• [TASK REQUIREMENTS]:
Please retype the records below exactly, leaving out any pictures.

EXERCISE DATA Block Start

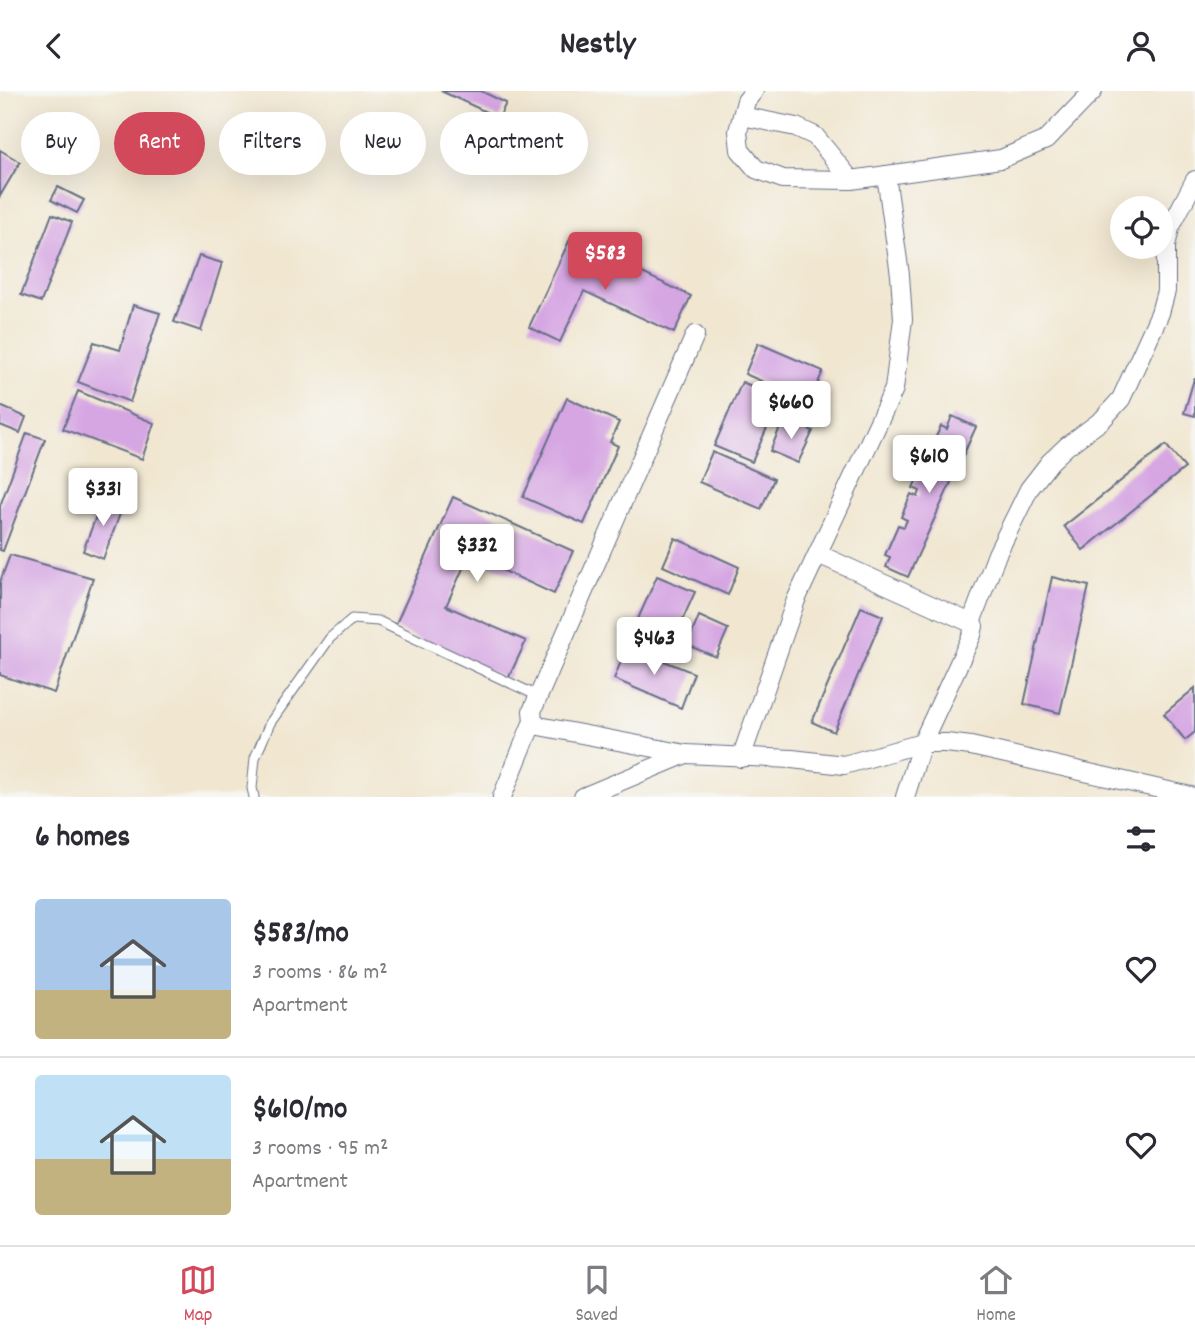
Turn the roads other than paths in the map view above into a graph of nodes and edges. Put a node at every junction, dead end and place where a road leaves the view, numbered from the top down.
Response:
1 (754, 91) edge
2 (1093, 91) edge
3 (742, 116) junction
4 (886, 175) junction
5 (851, 180) junction
6 (1195, 180) edge
7 (695, 335) dead end
8 (818, 554) junction
9 (971, 623) junction
10 (538, 695) junction
11 (533, 720) junction
12 (922, 743) junction
13 (686, 754) junction
14 (741, 758) junction
15 (254, 797) edge
16 (502, 797) edge
17 (583, 797) edge
18 (905, 797) edge
19 (1195, 797) edge

1 - 3 street
2 - 4 street
3 - 5 street
3 - 5 street
4 - 5 street
4 - 8 street
6 - 9 street
7 - 10 street
8 - 9 street
8 - 14 street
9 - 12 street
10 - 11 street
10 - 15 lane
11 - 13 street
11 - 16 street
12 - 14 street
12 - 18 street
12 - 19 street
13 - 14 street
13 - 17 street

EXERCISE DATA Block End

• [WRITTEN SOLUTION]:
Turn the roads other than paths in the map view above into a graph of nodes and edges. Put a node at every junction, dead end and place where a road leaves the view, numbered from the top down.
Response:
1 (754, 91) edge
2 (1093, 91) edge
3 (742, 116) junction
4 (886, 175) junction
5 (851, 180) junction
6 (1195, 180) edge
7 (695, 335) dead end
8 (818, 554) junction
9 (971, 623) junction
10 (538, 695) junction
11 (533, 720) junction
12 (922, 743) junction
13 (686, 754) junction
14 (741, 758) junction
15 (254, 797) edge
16 (502, 797) edge
17 (583, 797) edge
18 (905, 797) edge
19 (1195, 797) edge

1 - 3 street
2 - 4 street
3 - 5 street
3 - 5 street
4 - 5 street
4 - 8 street
6 - 9 street
7 - 10 street
8 - 9 street
8 - 14 street
9 - 12 street
10 - 11 street
10 - 15 lane
11 - 13 street
11 - 16 street
12 - 14 street
12 - 18 street
12 - 19 street
13 - 14 street
13 - 17 street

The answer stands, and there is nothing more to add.